Outlaw Horse and a Sharpshooter

Posted in: Featured, Ranch Life

Uncle Henry was my paternal grandmother’s oldest brother. He was a tall, broad shouldered, slim man
who was a hard working farmer. I was privileged to know him when I was a child and he was a fine man.
He had raised a family in the dust bowl years in eastern Colorado. With hungry mouths to feed, he had
hunted for meat when time allowed. He had an old .22 rifle that had brought home many a meal without
any ridiculous waste of ammunition. Henry was pretty much of the mind that if you used a round, you’d
better have something to show for it. Consequently, Henry was a fine shot with that rifle.
In the area where Henry lived, there were a few fenced fields and pastures and lots of open country. It
was sandhills with big clumps of sagebrush. If a horse got away, it was sometimes pretty hard to recapture it, especially if it was of the mind to not be captured. This story is about such a horse.
The horse was a proud cut gray gelding. No one knew who owned him or where he came from. He was an outlaw and would steal mares from the farms around the country and made it really difficult to get them back. Any horse that got out of the corrals or little pastures was likely to end up with this gray horse.
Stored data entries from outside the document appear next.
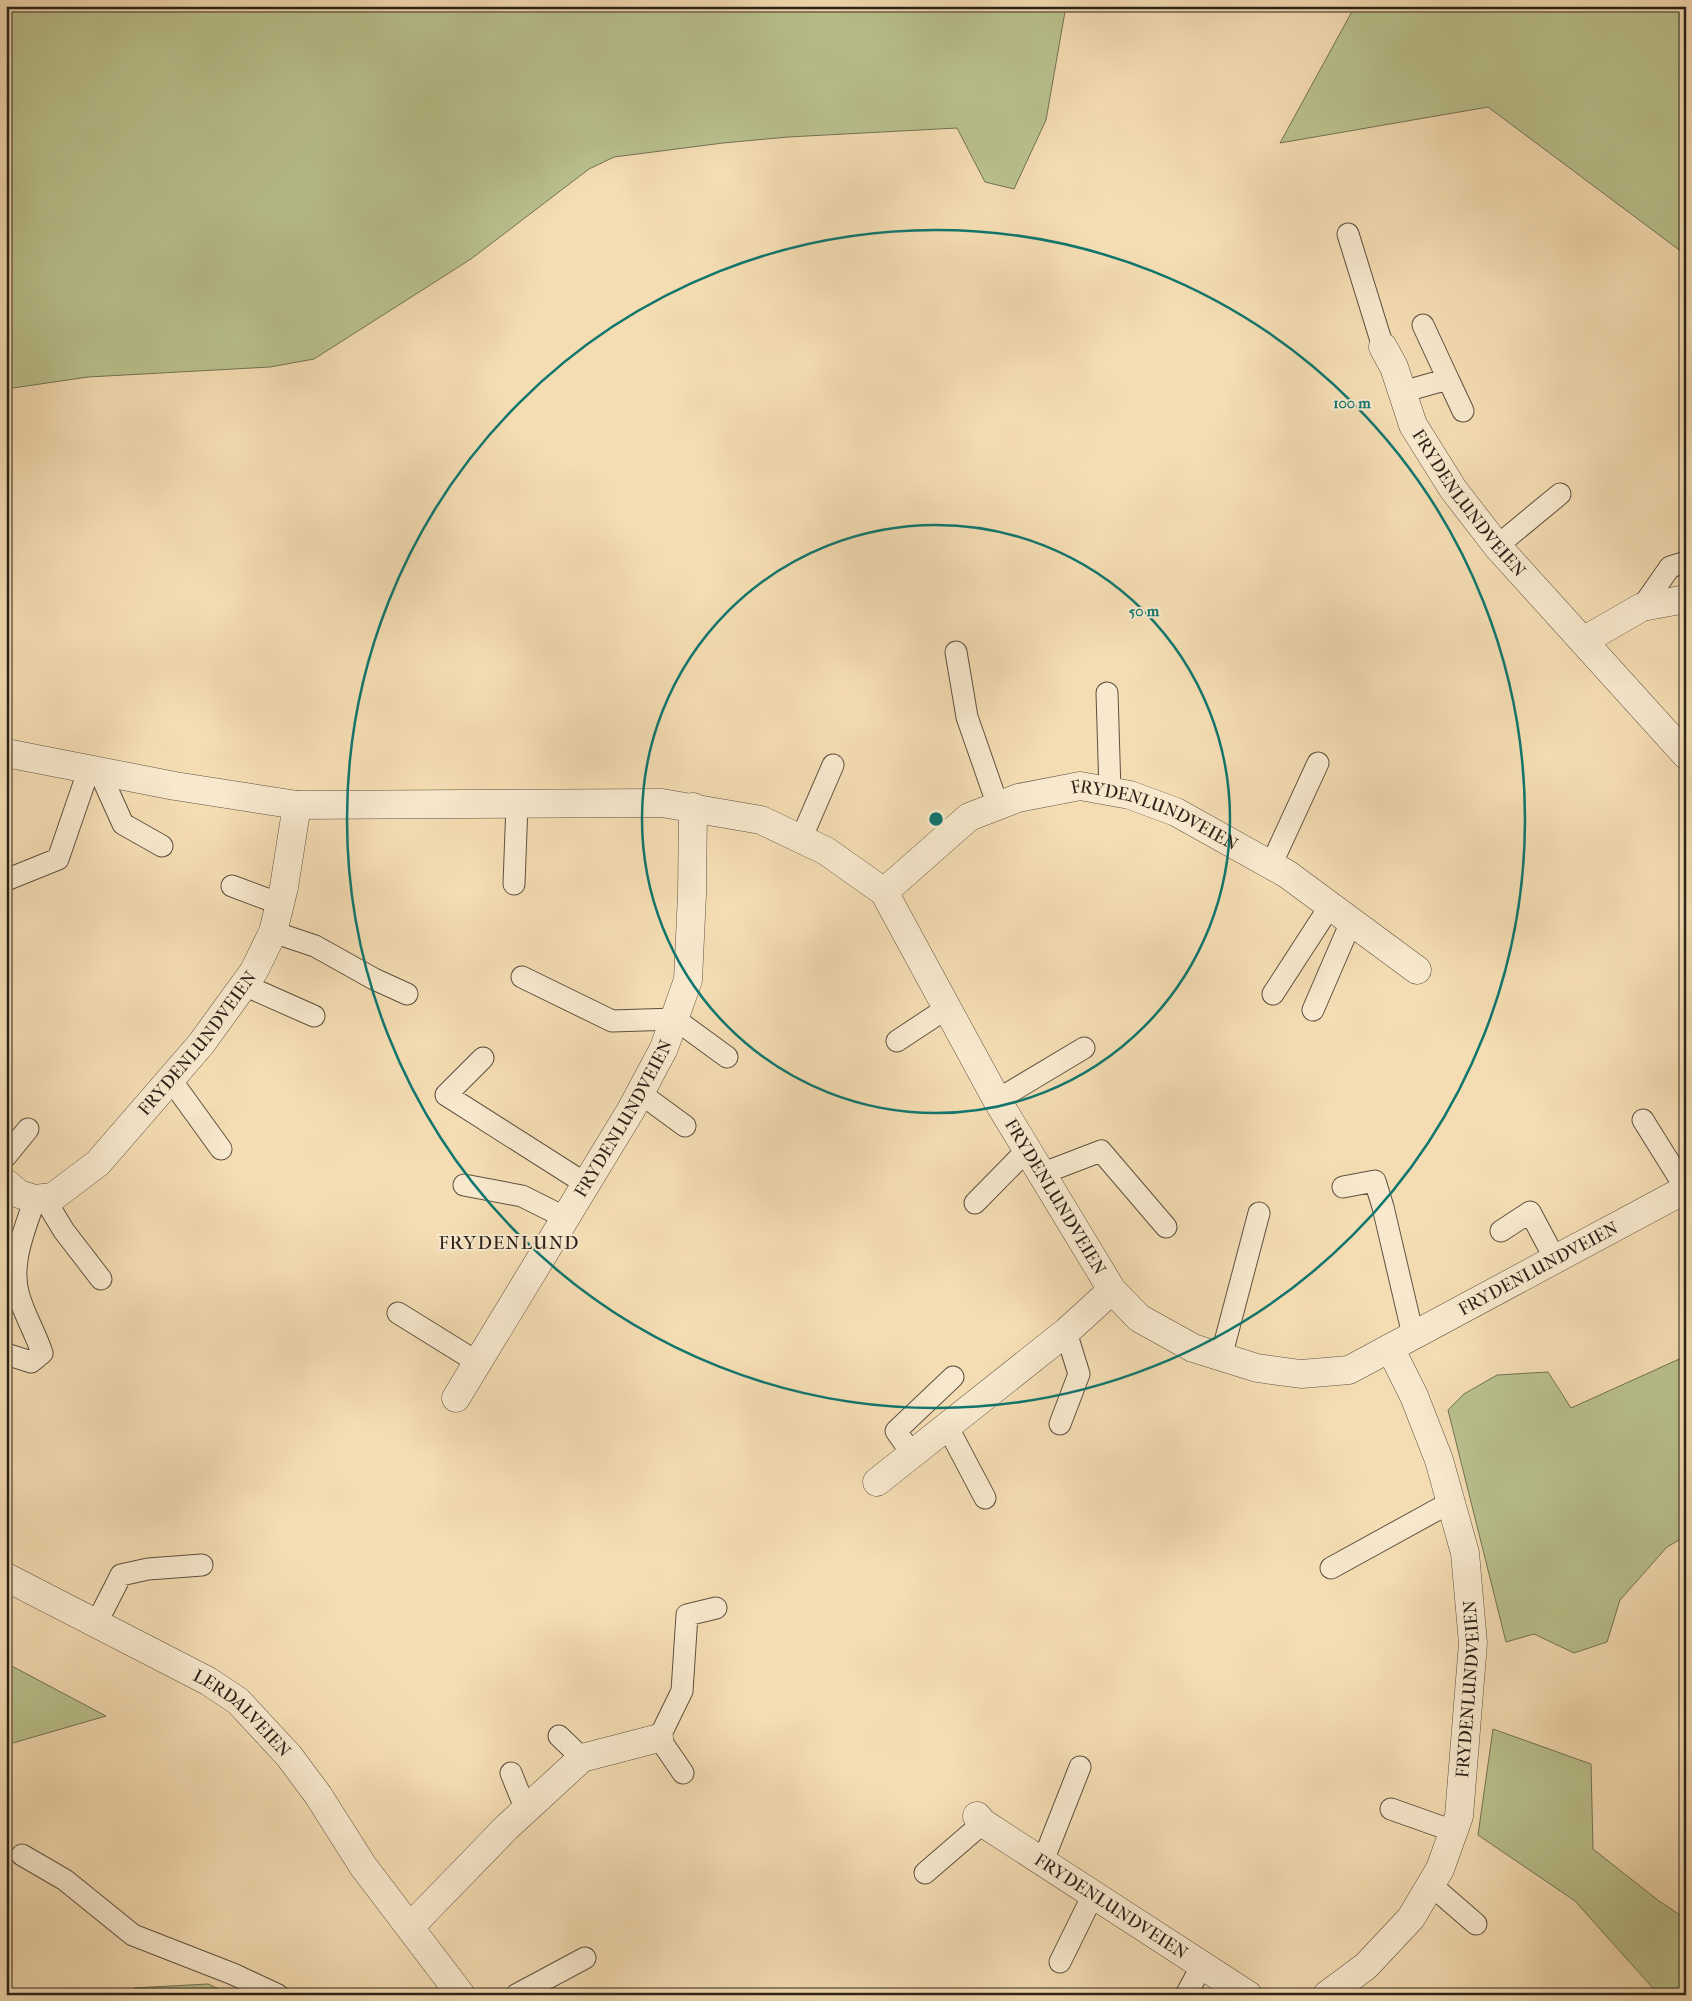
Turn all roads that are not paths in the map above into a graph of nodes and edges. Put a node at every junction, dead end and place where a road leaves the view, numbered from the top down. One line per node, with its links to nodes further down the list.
1 (1348, 234): 3 (lane)
2 (1423, 325): 4 (lane)
3 (1383, 347): 5 (street, FRYDENLUNDVEIEN)
4 (1448, 379): 5 (lane); 6 (lane)
5 (1402, 392): 8 (street, FRYDENLUNDVEIEN)
6 (1463, 411)
7 (1560, 494): 8 (lane)
8 (1497, 546): 12 (street, FRYDENLUNDVEIEN)
9 (1686, 562): 11 (lane)
10 (1686, 599): 11 (street)
11 (1642, 607): 12 (street)
12 (1583, 641): 16 (street, FRYDENLUNDVEIEN)
13 (956, 652): 23 (lane)
14 (1107, 693): 20 (lane)
15 (6, 753): 19 (street, FRYDENLUNDVEIEN)
16 (1686, 755)
17 (1318, 763): 27 (lane)
18 (834, 765): 25 (lane)
19 (94, 770): 22 (street, FRYDENLUNDVEIEN); 26 (lane); 28 (lane)
20 (1110, 791): 23 (street, FRYDENLUNDVEIEN); 27 (street, FRYDENLUNDVEIEN)
21 (517, 804): 22 (street, FRYDENLUNDVEIEN); 24 (street, FRYDENLUNDVEIEN); 29 (lane)
22 (297, 806): 32 (street, FRYDENLUNDVEIEN)
23 (998, 806): 31 (street, FRYDENLUNDVEIEN)
24 (693, 807): 25 (street, FRYDENLUNDVEIEN); 43 (street, FRYDENLUNDVEIEN)
25 (801, 839): 31 (street, FRYDENLUNDVEIEN)
26 (162, 846)
27 (1271, 866): 33 (street, FRYDENLUNDVEIEN)
28 (6, 880)
29 (514, 884)
30 (232, 886): 32 (lane)
31 (884, 892): 40 (street, FRYDENLUNDVEIEN)
32 (280, 904): 34 (street, FRYDENLUNDVEIEN)
33 (1341, 914): 35 (street, FRYDENLUNDVEIEN); 39 (lane); 41 (lane)
34 (272, 932): 37 (street, FRYDENLUNDVEIEN); 38 (lane)
35 (1417, 970)
36 (522, 977): 43 (lane)
37 (244, 985): 42 (lane); 48 (street, FRYDENLUNDVEIEN)
38 (407, 994)
39 (1273, 994)
40 (947, 1008): 44 (lane); 50 (street, FRYDENLUNDVEIEN)
41 (1313, 1010)
42 (314, 1016)
43 (675, 1019): 46 (lane); 49 (street, FRYDENLUNDVEIEN)
44 (897, 1041)
45 (1084, 1048): 50 (lane)
46 (727, 1056)
47 (483, 1058): 58 (lane)
48 (171, 1080): 54 (lane); 62 (street, FRYDENLUNDVEIEN)
49 (640, 1093): 52 (lane); 58 (street, FRYDENLUNDVEIEN)
50 (997, 1100): 55 (street, FRYDENLUNDVEIEN)
51 (1643, 1120): 61 (lane)
52 (685, 1126)
53 (28, 1129): 56 (lane)
54 (221, 1149)
55 (1027, 1150): 57 (street, FRYDENLUNDVEIEN); 63 (lane)
56 (6, 1156)
57 (1041, 1174): 66 (lane); 70 (street, FRYDENLUNDVEIEN)
58 (586, 1184): 65 (street, FRYDENLUNDVEIEN)
59 (464, 1185): 65 (lane)
60 (1343, 1187): 73 (lane)
61 (1686, 1189): 68 (street, FRYDENLUNDVEIEN)
62 (22, 1196): 69 (lane); 75 (lane)
63 (975, 1203)
64 (1259, 1213): 76 (lane)
65 (566, 1218): 77 (street, FRYDENLUNDVEIEN)
66 (1166, 1228)
67 (1501, 1231): 68 (lane)
68 (1554, 1259): 73 (street, FRYDENLUNDVEIEN)
69 (101, 1279)
70 (1112, 1290): 72 (street, FRYDENLUNDVEIEN); 76 (street, FRYDENLUNDVEIEN)
71 (398, 1313): 77 (lane)
72 (1066, 1332): 80 (lane); 81 (street, FRYDENLUNDVEIEN)
73 (1414, 1335): 74 (street, FRYDENLUNDVEIEN)
74 (1390, 1348): 76 (street, FRYDENLUNDVEIEN); 85 (street, FRYDENLUNDVEIEN)
75 (6, 1354)
76 (1221, 1357)
77 (477, 1362): 79 (street, FRYDENLUNDVEIEN)
78 (953, 1377): 82 (lane)
79 (456, 1398)
80 (1060, 1424)
81 (947, 1426): 82 (street, FRYDENLUNDVEIEN); 84 (lane)
82 (912, 1454): 83 (street, FRYDENLUNDVEIEN)
83 (877, 1482)
84 (985, 1498)
85 (1451, 1502): 87 (lane); 100 (street, FRYDENLUNDVEIEN)
86 (202, 1565): 90 (lane)
87 (1332, 1568)
88 (6, 1577): 90 (street, LERDALVEIEN)
89 (716, 1608): 92 (lane)
90 (96, 1624): 107 (street, LERDALVEIEN)
91 (559, 1736): 93 (lane)
92 (659, 1738): 93 (street); 96 (lane)
93 (582, 1758): 98 (street)
94 (1080, 1767): 102 (lane)
95 (511, 1773): 98 (lane)
96 (683, 1774)
97 (1390, 1809): 100 (lane)
98 (526, 1810): 107 (street)
99 (980, 1819): 102 (street, FRYDENLUNDVEIEN); 103 (lane)
100 (1454, 1832): 104 (street, FRYDENLUNDVEIEN)
101 (22, 1855): 111 (lane)
102 (1043, 1861): 105 (street, FRYDENLUNDVEIEN)
103 (925, 1873)
104 (1430, 1885): 106 (lane); 116 (street, FRYDENLUNDVEIEN)
105 (1093, 1896): 109 (lane); 110 (street, FRYDENLUNDVEIEN)
106 (1476, 1924)
107 (410, 1927): 112 (street, LERDALVEIEN)
108 (586, 1958): 113 (lane)
109 (1060, 1962)
110 (1202, 1965): 114 (lane); 115 (street, FRYDENLUNDVEIEN)
111 (278, 1995)
112 (461, 1995)
113 (516, 1995)
114 (1186, 1995)
115 (1248, 1995)
116 (1327, 1995)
He became a despised animal in the neighborhood. Everyone knew something needed to be done, but no one had a horse fast enough to get him penned up, or the skills to rope him out in the open, as most of the wild young cowboy types were gone to the war.
Even if he could have been captured, there was still no way to get him transported to where he could
be sent to market by train in Denver, as there were no trucks or trailers at that time.
Finally, it was decided that someone needed to just shoot the horse where he was out on the range, but
that was also tricky, since he was so wild. The neighbors knew Henry was a fine marksman with a rifle, so, a guy with a car said he’d get Henry and they’d go find that horse.
Henry agreed to go, so they loaded up in the old flivver and went in search of the horse in the area he was last seen. When the horse was finally spotted, they built to him to try to catch him before he ran off
and left them on the rough ground. Henry had told the driver that when he yelled stop he needed to hit the brakes, turn left and let Henry out for his shot.
They were within about 150 yards of the horse and he was running hard and starting to gain ground.
Henry yelled “stop” and the driver locked up the brakes and slid it to a stop as Henry stepped out, rifle in hand, running to keep his footing at that speed. He suddenly stopped, threw up his rifle and shot, all in one motion.
The horse went down, rolling end over end. When the dust settled, he never moved a muscle. Henry
got back in the car and they drove over to the horse. The driver was amazed to see a neat little hole at the base of the horse’s ear. One shot was all it took.
The man never forgot it, as he told Dad about it years later. A brain shot, one round, at a running horse
at a long distance for a .22, with Henry barely stopped when he fired. The horse’s outlaw days were over and Henry was the local hero.

outlaw

Posted in: Featured, Ranch Life


About Jan Swan Wood

Jan was raised on a ranch in far western South Dakota. She grew up horseback working all descriptions of cattle, plus sheep and horses. After leaving home she pursued a post-graduate study of cowboying and dayworking in Nebraska, New Mexico, Montana, Wyoming and South Dakota....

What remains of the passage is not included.